C—Among all moves whose minimax value is maximal, chooses the one that the current latest Stockfish version as of today would choose if its search were restricted to only such moves given <insert some reasonable amount> of compute time on <insert some reasonable hardware>.
For C you can also define other variations using Leela Chess Zero, or even LeelaKnightOdds, etc, or other methods entirely of discriminating game-theoretically-equal-value moves based on density of losing/winning lines in the subtree, etc.
When people refer to “optimal” without further qualifiers in chess, often they mean something like A or B. But I would note that C is also an “optimal” player in the same sense of never playing a move leading to a worse game-theoretic value. However, C may well have a higher Elo than A or B when measured against a population of practical or “natural” players or other bots.
In particular, supposing chess is in fact a game theoretic draw from the starting position, I think there’s a decent chance we would find that A and B would typically give up small advantages for “no good reason” in the opening, and quickly incurring a slight positional or material disadvantage, until the fact that they never actually play any losing move becomes constraining and prevents them from ever becoming worse enough to actually lose. This is because in many branches of the game tree, there are probably many moves that draw, which will include moves that any human and/or bot today might analyze as “bad”, just not bad enough to actually lose. And indeed, the closer one’s position is to being winning without actually being winning yet, the worse a move can be without that move making the position losing, increasing the number of possible “bad” moves that can be chosen. When faced vs sufficiently strong but not quite perfect players (e.g. today’s strong bots) this might lead A and B to relatively consistently play into disadvantageous positions, harming their ability to win by making it much easier for their imperfect opponents to maintain a draw.

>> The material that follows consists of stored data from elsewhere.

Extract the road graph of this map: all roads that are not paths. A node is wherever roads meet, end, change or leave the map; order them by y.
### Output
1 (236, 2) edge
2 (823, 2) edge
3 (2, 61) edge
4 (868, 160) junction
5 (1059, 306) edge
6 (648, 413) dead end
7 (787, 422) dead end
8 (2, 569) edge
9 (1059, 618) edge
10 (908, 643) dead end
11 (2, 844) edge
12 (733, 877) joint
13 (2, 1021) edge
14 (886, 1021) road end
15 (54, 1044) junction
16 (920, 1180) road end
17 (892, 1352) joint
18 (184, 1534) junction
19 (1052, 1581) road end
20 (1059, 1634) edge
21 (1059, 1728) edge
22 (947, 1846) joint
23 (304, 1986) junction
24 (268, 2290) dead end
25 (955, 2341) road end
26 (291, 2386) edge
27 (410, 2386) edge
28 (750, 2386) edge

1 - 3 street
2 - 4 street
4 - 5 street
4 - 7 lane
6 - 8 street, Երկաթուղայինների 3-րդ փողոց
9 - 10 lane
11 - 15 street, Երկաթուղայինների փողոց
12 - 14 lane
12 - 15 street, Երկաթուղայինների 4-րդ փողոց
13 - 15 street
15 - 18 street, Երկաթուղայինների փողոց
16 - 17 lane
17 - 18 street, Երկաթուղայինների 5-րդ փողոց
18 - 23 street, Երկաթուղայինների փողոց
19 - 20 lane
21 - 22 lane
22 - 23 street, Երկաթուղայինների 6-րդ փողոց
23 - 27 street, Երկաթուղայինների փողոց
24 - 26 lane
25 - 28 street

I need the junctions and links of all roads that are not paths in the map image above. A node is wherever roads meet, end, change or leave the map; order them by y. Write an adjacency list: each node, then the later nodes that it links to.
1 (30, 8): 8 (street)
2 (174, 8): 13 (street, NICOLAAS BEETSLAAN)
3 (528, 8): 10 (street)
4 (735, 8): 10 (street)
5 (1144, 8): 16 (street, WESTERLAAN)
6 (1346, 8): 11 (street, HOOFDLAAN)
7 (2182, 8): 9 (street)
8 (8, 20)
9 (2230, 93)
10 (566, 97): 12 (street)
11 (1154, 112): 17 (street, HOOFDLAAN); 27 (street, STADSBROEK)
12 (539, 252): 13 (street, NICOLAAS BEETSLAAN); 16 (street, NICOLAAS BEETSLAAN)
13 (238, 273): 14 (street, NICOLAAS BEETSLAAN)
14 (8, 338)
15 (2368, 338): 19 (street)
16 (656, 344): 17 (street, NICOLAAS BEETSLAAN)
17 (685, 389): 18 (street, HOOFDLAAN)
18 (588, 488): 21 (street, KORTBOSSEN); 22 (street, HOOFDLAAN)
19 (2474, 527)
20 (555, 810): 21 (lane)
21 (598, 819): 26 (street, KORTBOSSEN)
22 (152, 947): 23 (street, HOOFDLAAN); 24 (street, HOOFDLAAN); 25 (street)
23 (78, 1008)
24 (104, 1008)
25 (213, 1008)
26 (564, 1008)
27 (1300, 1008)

By contrast, variations of C might better maintain incremental advantages and pressure on imperfect opponents, leading imperfect opponents to more often make a mistake and give away a win. The issue, of course, is that unlike A and B, there isn’t so clean or canonical (“schelling point”) of a choice of C, as you have to pick what version, what amount of compute, etc. And different choices of C may have somewhat different characteristics against different distributions of possible opponents. This indicates that the concept of “Elo of optimal play”, without further qualification about what flavor of optimal and against what opponents, might be a little fuzzy and imperfect as a map of the territory when you zoom in close enough, although plausibly maybe it might not affect the big picture as much (although my suspicion is that the choice of these details is not entirely trivial even then).